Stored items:
_ _ _
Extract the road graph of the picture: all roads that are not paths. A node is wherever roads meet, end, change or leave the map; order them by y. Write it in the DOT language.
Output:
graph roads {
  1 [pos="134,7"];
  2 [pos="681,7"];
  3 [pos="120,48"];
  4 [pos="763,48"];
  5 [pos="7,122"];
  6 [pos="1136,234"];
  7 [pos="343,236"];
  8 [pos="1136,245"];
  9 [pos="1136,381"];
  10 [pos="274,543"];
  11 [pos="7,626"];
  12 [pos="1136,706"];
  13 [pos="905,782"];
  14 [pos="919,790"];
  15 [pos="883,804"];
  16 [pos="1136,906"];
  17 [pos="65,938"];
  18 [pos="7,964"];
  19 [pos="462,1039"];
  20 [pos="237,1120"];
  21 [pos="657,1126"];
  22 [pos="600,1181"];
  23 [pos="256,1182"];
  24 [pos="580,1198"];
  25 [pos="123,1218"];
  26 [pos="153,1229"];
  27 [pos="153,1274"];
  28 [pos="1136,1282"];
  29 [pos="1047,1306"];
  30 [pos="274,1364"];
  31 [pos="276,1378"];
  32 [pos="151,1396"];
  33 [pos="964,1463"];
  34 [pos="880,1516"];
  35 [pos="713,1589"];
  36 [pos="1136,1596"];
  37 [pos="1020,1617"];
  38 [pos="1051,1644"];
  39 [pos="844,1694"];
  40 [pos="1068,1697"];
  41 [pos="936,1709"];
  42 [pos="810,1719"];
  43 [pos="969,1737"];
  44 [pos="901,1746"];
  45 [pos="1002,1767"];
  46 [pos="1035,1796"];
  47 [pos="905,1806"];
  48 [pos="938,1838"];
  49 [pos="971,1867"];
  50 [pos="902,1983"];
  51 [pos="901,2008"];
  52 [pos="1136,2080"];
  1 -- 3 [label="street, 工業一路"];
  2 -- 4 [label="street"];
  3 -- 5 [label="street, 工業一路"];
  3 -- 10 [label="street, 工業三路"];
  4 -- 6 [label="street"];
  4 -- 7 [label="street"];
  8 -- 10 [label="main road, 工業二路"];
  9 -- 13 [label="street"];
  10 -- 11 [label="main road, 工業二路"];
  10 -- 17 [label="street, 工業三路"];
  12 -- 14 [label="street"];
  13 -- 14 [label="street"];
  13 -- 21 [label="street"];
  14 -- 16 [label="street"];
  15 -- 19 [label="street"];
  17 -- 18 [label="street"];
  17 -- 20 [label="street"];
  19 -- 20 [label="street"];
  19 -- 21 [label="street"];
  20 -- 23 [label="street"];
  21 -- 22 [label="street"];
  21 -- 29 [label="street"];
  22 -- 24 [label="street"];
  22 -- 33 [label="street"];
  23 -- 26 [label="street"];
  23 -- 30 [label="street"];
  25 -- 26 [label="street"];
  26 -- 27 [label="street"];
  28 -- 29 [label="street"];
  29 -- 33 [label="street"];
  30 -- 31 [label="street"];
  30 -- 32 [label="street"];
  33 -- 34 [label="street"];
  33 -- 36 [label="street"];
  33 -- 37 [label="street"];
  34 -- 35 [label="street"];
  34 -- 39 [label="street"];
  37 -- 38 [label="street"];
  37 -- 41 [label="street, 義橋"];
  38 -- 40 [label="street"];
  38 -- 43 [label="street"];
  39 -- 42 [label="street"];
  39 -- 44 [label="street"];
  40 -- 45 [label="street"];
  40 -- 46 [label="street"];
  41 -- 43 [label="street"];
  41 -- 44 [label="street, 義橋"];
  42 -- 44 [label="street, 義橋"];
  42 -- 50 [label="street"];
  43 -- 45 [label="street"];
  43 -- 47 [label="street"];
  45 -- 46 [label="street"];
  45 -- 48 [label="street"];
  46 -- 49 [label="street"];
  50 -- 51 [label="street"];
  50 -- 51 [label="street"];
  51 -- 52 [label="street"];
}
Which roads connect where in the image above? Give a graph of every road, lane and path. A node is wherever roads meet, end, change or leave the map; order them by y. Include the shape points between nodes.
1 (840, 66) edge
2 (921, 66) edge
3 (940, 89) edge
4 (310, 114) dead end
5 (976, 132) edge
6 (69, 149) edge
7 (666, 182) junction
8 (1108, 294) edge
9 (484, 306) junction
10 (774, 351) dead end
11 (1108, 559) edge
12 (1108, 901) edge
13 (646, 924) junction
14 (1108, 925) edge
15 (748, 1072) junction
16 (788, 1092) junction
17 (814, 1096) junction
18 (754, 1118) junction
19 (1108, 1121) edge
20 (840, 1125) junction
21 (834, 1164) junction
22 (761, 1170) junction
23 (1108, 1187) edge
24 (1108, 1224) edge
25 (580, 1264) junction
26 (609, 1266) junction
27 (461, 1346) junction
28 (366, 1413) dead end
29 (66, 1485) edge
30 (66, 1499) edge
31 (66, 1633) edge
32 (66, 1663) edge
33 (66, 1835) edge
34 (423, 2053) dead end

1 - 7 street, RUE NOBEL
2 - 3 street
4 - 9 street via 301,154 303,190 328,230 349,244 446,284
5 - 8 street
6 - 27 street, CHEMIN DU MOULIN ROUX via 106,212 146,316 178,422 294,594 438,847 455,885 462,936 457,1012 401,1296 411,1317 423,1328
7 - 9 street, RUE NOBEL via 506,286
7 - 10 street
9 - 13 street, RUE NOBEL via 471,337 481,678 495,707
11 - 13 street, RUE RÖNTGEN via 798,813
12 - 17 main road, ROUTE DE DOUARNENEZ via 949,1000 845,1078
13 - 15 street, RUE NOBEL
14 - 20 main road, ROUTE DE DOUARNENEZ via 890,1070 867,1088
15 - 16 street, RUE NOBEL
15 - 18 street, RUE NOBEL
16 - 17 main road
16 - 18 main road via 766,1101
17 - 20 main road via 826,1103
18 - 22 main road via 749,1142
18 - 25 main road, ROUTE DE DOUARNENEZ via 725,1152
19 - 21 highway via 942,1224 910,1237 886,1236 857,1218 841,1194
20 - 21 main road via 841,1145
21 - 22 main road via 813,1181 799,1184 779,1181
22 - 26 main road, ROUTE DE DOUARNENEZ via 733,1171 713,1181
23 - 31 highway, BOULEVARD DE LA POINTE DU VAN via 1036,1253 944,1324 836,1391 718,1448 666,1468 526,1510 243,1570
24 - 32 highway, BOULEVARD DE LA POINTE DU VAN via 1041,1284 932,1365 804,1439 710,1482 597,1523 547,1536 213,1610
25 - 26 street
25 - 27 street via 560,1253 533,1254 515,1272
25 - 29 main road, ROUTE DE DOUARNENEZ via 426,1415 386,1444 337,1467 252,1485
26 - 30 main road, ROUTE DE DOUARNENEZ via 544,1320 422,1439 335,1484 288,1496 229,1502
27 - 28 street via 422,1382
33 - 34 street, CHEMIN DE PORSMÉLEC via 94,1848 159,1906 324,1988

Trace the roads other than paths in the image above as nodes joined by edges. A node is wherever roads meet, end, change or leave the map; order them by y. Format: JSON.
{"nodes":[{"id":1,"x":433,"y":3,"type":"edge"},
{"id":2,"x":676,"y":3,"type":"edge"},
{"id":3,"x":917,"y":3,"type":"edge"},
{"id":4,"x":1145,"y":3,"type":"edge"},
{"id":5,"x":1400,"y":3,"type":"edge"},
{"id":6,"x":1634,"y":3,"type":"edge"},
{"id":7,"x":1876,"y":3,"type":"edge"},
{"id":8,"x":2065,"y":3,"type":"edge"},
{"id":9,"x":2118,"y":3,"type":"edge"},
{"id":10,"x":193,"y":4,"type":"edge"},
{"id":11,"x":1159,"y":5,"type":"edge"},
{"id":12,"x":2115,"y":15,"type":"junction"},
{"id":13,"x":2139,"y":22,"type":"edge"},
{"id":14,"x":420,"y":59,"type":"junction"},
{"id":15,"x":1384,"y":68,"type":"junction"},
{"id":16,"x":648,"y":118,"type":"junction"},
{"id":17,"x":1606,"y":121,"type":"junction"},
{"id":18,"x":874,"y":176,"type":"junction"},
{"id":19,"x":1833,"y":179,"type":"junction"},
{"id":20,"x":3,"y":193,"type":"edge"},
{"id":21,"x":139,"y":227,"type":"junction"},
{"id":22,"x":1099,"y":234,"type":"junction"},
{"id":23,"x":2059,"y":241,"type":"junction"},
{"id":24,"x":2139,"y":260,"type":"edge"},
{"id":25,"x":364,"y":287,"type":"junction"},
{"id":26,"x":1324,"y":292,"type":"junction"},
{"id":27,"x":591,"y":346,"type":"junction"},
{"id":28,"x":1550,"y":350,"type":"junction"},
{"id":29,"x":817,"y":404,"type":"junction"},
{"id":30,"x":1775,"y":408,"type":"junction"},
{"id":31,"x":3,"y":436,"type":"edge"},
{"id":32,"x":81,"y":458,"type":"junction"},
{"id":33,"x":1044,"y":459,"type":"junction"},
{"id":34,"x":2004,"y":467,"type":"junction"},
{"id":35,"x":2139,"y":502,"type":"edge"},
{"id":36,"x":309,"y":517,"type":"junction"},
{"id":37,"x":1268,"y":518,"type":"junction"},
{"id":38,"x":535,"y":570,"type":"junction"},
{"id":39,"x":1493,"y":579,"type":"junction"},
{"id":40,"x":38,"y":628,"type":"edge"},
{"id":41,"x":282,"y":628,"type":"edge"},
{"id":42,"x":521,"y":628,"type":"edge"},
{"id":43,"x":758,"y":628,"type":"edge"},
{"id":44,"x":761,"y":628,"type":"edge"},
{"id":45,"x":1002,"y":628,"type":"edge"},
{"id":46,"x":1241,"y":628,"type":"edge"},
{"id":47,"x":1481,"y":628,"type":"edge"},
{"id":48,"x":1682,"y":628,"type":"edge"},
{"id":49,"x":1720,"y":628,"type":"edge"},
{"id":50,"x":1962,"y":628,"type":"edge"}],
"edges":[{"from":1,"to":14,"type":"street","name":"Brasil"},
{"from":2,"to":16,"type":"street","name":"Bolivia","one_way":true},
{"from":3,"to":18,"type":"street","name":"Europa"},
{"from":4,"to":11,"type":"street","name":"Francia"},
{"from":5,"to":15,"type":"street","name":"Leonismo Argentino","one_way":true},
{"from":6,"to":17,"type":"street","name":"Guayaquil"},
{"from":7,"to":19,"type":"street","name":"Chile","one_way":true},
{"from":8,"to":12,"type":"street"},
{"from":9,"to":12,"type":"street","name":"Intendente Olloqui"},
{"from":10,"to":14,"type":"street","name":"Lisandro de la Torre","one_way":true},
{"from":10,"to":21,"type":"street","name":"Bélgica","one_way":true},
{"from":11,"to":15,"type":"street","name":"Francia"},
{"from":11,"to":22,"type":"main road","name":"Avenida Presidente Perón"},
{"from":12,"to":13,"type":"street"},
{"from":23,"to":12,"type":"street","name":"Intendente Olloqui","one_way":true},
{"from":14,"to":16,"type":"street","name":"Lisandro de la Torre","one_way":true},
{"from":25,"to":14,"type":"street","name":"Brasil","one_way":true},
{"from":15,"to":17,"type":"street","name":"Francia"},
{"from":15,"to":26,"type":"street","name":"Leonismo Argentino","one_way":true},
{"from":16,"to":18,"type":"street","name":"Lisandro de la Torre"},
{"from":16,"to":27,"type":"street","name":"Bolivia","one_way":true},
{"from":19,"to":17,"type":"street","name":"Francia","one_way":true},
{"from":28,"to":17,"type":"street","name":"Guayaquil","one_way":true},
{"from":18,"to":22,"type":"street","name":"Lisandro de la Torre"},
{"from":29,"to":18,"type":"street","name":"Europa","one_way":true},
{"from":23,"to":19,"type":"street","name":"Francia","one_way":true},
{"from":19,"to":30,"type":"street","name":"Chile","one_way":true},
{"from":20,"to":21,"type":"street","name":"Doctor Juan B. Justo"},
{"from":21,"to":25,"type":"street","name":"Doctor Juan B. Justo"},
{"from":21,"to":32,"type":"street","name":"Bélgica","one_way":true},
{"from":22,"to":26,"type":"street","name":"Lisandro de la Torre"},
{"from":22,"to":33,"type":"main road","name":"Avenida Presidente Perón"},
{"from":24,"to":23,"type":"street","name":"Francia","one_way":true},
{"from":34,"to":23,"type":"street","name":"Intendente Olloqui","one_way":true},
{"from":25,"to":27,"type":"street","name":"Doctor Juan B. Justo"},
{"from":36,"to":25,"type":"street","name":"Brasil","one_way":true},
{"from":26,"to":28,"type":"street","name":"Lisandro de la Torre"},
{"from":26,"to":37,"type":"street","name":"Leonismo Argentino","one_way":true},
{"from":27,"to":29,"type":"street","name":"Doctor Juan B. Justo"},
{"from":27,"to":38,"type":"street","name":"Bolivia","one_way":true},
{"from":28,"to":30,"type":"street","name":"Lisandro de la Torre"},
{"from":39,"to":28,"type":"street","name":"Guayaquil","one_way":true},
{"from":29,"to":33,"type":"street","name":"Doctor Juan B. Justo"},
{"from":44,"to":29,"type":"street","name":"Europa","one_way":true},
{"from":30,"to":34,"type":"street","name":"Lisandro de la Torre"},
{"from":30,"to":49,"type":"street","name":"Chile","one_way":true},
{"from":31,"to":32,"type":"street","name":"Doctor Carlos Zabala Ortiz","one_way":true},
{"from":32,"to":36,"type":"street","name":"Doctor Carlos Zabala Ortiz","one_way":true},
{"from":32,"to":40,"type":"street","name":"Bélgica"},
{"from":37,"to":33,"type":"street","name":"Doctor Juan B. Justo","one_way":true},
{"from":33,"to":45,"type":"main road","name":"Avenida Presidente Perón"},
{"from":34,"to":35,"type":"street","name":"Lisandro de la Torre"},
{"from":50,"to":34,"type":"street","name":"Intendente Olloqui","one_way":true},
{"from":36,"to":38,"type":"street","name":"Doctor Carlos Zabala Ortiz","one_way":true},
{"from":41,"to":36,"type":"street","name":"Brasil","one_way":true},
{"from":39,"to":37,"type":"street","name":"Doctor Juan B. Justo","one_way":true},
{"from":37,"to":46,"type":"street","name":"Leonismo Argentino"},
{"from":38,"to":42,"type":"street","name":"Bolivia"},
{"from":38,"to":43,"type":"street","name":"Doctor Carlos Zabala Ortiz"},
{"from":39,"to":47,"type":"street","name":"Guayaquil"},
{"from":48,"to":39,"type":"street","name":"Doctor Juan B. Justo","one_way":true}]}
_ _ _
__Problem__
Your answer should be a single number: the count of lines in the entries that contain "Lisandro".

__Answer to the exercise__
9